-- Record set follows --

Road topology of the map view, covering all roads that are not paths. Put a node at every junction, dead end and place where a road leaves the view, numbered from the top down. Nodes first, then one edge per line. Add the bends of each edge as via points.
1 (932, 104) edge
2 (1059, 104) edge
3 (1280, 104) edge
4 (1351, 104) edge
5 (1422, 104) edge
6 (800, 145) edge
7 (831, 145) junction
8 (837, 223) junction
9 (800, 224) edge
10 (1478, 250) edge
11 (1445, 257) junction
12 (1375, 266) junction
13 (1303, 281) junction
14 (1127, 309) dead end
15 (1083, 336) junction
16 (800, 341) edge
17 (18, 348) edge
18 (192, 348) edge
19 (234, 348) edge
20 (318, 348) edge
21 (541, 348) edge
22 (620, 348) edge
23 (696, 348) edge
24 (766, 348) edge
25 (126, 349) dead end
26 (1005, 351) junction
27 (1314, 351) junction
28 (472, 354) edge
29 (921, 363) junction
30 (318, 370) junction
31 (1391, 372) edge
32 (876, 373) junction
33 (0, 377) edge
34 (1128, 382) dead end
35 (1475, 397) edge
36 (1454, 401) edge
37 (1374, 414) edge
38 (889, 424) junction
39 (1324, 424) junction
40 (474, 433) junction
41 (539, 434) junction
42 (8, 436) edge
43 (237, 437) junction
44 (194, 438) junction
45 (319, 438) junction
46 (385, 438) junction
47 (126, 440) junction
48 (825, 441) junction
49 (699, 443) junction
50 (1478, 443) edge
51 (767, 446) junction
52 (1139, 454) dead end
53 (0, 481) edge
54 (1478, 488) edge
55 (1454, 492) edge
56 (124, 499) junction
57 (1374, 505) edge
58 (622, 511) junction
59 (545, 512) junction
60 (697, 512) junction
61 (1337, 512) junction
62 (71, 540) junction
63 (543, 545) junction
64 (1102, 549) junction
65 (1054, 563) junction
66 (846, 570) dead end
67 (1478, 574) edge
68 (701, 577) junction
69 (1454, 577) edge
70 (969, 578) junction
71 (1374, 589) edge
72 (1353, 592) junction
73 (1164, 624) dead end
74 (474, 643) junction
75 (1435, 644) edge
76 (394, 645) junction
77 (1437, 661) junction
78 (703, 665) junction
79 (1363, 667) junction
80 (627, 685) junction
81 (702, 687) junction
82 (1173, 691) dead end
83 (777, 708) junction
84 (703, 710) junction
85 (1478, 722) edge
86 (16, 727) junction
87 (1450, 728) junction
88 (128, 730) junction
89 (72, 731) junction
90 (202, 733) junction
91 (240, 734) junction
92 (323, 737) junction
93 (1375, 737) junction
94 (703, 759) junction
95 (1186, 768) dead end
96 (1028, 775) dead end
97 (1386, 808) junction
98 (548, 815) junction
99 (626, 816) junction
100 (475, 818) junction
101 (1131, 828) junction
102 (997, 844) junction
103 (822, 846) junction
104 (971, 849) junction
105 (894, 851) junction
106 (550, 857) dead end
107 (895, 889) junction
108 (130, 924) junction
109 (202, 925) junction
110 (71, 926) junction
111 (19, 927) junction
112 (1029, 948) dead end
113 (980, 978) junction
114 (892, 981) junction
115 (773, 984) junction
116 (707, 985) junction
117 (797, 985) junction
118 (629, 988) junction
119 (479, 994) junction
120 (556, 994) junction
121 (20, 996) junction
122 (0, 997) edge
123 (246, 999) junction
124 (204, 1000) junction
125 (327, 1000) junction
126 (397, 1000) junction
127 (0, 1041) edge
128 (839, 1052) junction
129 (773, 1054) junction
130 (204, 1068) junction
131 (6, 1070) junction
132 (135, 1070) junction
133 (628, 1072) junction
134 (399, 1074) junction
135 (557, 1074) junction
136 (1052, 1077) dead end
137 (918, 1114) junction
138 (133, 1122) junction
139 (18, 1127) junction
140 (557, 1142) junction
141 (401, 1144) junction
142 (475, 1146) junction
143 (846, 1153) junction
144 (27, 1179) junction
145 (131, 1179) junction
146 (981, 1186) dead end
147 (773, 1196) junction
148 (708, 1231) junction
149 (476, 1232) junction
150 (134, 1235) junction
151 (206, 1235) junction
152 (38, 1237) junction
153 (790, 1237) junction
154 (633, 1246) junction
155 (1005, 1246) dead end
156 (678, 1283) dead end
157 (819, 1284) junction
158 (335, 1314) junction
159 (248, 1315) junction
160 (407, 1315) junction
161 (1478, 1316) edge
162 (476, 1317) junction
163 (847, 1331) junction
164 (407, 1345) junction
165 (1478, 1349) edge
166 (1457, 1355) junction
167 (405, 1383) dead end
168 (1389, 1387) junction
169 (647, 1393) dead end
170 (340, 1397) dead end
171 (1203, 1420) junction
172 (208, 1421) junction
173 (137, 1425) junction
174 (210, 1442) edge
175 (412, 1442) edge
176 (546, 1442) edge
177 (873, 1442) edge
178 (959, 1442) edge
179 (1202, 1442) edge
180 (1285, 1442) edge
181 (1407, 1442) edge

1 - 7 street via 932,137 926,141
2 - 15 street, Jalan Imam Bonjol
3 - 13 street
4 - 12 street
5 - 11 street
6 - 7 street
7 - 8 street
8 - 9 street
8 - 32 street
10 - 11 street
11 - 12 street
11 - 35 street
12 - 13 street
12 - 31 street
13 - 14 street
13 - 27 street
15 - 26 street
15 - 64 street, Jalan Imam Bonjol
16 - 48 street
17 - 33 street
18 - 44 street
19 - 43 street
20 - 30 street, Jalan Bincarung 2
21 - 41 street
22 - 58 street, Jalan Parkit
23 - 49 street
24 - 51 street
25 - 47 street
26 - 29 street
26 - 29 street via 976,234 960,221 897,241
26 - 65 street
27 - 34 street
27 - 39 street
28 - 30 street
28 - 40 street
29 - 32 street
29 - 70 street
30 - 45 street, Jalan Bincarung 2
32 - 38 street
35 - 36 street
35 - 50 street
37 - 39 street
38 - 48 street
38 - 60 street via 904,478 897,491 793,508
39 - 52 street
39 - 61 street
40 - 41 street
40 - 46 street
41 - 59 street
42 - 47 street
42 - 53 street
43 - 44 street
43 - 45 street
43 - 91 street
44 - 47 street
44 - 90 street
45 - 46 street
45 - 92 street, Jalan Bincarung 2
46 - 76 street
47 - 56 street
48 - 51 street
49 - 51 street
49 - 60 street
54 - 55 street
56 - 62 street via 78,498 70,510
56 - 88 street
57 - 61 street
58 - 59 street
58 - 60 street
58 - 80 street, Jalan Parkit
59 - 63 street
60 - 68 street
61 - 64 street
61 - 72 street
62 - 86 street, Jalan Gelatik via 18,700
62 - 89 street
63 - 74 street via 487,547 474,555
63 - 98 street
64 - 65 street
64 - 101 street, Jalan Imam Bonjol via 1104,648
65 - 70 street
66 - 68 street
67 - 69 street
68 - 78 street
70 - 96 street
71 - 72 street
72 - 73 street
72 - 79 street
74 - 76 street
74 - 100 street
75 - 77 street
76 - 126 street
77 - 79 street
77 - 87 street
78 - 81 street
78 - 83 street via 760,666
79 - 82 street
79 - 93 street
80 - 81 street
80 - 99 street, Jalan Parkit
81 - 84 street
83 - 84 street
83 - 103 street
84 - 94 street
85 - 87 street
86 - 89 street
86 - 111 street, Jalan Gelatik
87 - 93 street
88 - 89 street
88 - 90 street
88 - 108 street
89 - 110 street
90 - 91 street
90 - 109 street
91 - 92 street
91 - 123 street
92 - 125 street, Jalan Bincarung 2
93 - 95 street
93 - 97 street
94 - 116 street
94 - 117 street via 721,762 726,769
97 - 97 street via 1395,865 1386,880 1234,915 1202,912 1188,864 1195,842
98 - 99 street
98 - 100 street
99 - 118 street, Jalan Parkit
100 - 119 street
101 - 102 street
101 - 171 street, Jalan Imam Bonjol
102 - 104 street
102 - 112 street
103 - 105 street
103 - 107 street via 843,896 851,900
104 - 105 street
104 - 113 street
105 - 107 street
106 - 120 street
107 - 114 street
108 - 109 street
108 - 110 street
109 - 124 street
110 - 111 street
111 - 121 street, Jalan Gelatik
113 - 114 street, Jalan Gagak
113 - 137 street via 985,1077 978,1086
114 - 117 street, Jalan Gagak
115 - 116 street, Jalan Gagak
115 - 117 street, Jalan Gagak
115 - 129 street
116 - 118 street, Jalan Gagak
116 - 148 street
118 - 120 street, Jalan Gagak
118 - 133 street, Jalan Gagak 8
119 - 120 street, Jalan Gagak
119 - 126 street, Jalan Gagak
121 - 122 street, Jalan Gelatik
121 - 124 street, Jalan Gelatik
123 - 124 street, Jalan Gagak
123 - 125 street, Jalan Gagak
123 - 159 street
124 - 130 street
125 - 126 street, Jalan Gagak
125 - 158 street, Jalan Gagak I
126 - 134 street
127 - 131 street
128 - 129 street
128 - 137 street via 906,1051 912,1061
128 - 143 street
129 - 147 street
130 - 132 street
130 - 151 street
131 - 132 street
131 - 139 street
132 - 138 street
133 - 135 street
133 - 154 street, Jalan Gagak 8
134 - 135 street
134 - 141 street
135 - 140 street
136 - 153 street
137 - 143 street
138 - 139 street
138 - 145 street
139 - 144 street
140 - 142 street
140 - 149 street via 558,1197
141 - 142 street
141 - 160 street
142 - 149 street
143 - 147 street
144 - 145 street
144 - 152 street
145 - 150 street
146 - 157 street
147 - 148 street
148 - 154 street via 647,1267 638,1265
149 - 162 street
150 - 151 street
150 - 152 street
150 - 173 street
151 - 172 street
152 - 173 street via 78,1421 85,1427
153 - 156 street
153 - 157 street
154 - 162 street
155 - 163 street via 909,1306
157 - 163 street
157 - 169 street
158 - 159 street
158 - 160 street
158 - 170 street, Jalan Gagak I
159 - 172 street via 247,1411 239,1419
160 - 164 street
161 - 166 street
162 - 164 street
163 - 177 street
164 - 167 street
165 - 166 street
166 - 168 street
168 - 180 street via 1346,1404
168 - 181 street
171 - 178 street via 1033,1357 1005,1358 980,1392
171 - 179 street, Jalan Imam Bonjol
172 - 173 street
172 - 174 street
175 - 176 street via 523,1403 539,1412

-- Record set concluded --

▶ [Goal of the exercise]:
The answer should be one number, the count of lines above that contain "Gelatik".

▶ [Answer to the exercise]:
5